---------- THE DATA ----------

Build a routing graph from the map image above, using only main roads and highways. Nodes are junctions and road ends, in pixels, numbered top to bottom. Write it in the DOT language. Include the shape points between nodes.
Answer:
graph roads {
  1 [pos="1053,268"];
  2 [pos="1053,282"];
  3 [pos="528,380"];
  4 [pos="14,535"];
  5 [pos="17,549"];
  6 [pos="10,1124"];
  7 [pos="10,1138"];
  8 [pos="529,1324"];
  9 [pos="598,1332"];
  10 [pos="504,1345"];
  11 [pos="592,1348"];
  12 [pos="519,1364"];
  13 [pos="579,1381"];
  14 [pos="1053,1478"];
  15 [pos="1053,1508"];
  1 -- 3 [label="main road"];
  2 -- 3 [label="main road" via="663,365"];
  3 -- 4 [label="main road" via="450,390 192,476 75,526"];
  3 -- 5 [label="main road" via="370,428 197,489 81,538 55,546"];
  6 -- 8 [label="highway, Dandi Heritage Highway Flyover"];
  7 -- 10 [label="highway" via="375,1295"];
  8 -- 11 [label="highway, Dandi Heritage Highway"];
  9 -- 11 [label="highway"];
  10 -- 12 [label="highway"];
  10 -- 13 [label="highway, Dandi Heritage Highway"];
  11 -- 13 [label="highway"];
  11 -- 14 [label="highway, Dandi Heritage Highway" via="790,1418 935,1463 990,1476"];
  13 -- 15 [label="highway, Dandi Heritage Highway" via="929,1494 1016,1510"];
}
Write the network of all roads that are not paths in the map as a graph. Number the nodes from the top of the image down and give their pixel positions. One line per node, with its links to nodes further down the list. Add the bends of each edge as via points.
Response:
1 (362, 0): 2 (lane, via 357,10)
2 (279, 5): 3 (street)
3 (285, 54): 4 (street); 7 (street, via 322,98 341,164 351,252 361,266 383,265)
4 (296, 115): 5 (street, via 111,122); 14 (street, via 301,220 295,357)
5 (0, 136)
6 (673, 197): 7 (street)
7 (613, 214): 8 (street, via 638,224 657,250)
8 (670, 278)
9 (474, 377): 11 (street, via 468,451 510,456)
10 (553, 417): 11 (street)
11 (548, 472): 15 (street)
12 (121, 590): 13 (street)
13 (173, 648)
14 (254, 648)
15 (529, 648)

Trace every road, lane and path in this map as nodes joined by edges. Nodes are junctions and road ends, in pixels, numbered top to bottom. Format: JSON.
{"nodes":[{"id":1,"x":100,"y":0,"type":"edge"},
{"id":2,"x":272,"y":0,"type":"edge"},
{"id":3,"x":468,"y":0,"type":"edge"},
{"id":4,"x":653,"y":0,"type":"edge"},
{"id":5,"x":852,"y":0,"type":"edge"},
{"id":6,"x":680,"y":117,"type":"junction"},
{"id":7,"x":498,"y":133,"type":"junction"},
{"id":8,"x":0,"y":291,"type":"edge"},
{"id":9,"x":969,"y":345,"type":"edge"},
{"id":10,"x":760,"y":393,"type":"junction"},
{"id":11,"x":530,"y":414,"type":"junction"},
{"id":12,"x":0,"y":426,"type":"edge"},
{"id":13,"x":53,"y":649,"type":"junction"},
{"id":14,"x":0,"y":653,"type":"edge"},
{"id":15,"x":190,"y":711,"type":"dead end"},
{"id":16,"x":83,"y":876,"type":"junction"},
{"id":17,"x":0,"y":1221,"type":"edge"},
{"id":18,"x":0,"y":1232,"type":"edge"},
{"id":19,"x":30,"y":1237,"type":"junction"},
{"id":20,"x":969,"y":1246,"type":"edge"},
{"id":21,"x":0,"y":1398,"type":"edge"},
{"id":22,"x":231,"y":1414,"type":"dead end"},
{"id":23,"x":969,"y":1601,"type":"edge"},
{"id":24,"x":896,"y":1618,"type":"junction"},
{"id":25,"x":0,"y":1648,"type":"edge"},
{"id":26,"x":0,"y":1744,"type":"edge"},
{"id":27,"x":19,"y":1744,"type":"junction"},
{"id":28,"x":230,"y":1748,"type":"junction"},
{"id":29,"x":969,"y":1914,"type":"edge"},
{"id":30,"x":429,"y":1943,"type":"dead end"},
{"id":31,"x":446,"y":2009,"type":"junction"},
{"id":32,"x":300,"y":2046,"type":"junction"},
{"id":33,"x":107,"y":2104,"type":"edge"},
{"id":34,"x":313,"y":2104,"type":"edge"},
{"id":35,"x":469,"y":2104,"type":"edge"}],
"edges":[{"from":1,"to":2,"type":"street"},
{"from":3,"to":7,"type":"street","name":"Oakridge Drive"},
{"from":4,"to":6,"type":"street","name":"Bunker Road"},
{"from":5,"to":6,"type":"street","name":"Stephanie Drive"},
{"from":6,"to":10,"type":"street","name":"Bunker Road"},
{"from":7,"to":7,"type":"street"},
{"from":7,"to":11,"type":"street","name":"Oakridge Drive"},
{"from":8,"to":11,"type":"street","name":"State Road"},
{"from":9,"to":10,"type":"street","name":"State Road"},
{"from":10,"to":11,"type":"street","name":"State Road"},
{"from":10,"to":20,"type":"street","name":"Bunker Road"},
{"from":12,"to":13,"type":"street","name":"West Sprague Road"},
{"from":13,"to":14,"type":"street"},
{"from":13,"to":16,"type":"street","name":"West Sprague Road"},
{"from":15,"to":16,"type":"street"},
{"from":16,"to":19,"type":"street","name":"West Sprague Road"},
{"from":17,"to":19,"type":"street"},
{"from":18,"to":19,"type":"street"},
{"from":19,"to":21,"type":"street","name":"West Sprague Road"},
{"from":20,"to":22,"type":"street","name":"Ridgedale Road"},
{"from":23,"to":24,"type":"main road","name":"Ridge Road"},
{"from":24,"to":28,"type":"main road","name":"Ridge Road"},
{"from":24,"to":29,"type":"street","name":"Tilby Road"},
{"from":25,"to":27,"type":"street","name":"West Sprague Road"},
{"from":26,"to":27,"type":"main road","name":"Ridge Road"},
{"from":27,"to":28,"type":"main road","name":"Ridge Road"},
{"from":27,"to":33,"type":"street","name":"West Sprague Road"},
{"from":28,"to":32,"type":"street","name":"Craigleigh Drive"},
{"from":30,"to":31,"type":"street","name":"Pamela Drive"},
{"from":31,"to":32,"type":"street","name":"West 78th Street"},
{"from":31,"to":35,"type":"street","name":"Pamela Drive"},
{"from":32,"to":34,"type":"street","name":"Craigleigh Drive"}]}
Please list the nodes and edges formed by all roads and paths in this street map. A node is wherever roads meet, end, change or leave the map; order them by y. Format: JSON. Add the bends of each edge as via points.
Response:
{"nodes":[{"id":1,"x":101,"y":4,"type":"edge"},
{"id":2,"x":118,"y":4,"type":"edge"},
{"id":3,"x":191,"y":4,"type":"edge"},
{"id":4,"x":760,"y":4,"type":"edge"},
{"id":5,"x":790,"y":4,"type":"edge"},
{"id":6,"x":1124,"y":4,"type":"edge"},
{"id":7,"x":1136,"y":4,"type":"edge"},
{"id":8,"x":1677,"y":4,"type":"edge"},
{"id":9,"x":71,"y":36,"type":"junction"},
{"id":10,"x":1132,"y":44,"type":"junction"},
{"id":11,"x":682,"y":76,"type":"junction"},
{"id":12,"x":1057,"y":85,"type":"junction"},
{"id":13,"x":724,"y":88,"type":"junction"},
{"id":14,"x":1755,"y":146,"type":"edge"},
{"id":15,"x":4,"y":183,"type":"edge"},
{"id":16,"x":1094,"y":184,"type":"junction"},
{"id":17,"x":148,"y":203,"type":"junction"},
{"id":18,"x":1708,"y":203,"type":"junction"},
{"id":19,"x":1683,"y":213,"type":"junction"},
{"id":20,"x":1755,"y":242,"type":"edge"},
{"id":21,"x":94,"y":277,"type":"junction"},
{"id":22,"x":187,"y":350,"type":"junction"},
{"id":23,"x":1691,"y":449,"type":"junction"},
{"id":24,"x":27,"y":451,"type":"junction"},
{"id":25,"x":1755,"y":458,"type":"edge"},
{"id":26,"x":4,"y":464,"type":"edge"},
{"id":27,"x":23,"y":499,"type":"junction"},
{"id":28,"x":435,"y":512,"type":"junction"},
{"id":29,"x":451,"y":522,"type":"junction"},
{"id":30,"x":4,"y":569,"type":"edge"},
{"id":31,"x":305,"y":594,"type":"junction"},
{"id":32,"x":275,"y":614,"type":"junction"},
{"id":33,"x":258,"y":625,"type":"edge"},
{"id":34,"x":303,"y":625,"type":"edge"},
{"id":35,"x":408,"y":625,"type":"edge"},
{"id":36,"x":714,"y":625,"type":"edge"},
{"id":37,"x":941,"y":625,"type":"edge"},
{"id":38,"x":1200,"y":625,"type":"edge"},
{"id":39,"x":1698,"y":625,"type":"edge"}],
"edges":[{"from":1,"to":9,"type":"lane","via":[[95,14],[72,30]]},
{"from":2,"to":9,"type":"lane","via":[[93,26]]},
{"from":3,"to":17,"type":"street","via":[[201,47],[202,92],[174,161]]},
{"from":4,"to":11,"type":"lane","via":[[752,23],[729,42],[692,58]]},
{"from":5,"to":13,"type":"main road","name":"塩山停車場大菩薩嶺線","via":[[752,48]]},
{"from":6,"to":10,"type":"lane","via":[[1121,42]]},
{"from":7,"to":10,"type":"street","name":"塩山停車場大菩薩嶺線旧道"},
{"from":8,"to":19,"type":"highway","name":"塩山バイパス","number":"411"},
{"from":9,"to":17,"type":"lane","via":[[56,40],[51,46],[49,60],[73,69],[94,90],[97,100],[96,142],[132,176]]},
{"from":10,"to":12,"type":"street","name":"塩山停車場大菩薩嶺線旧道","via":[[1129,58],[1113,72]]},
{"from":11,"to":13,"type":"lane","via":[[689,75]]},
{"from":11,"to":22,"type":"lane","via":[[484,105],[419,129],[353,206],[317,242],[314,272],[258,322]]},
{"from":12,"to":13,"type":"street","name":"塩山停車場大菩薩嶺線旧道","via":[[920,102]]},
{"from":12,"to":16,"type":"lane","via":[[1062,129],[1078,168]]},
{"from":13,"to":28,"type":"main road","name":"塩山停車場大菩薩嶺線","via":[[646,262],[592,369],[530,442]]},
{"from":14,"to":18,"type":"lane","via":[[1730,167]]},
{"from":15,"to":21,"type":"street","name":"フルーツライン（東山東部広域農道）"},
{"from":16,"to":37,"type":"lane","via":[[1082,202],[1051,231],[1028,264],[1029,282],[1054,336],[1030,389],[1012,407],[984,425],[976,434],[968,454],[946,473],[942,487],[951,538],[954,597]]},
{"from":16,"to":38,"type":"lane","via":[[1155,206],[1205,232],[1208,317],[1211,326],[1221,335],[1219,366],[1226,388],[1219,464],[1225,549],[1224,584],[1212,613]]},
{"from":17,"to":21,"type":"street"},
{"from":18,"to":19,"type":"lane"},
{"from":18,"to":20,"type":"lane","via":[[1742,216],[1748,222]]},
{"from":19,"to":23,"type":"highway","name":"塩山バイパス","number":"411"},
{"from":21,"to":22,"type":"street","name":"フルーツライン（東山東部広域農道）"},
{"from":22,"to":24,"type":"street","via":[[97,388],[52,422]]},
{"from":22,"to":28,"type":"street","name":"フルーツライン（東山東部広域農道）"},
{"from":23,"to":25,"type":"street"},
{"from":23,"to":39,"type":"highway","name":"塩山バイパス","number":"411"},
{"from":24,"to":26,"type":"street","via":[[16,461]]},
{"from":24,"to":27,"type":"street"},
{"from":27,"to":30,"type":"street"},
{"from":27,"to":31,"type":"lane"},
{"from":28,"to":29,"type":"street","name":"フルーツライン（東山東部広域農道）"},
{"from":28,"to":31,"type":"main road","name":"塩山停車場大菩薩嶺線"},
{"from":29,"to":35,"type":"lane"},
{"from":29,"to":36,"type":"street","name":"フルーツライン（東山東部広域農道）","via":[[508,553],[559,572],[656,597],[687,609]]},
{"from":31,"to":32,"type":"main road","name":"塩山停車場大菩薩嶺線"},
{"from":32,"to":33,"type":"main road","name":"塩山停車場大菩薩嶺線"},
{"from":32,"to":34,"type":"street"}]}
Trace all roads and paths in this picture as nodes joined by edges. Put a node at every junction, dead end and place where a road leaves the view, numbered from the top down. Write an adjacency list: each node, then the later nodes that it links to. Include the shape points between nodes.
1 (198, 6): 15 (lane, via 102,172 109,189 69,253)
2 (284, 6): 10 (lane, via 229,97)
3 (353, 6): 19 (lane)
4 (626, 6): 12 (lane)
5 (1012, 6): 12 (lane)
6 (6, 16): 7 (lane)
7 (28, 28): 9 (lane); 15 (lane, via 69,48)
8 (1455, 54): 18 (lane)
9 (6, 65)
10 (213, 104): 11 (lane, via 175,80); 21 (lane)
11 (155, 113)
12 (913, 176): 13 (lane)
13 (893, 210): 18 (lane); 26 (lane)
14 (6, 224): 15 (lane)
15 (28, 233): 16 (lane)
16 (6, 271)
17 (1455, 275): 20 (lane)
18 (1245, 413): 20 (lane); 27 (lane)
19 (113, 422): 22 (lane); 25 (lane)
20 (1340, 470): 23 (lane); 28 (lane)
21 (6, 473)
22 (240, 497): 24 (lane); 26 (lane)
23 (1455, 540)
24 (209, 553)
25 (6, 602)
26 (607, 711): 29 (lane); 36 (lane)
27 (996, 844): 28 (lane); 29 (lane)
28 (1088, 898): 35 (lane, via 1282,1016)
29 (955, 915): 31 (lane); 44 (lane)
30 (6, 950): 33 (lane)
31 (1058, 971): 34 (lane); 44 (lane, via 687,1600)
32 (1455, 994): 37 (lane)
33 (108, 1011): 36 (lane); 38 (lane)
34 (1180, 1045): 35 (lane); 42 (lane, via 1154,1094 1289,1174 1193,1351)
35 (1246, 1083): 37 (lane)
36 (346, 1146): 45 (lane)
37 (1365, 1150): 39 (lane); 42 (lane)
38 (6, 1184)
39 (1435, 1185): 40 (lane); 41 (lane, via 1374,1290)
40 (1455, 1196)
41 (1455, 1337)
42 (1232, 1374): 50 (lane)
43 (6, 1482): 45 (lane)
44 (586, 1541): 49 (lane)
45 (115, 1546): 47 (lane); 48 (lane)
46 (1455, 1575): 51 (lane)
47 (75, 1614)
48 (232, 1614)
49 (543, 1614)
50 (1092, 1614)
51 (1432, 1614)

----------

• WHAT YOU HAVE TO DO:
Copy every line of the records above that contains "Pamela".

• EXPECTED OUTPUT:
{"from":30,"to":31,"type":"street","name":"Pamela Drive"},
{"from":31,"to":35,"type":"street","name":"Pamela Drive"},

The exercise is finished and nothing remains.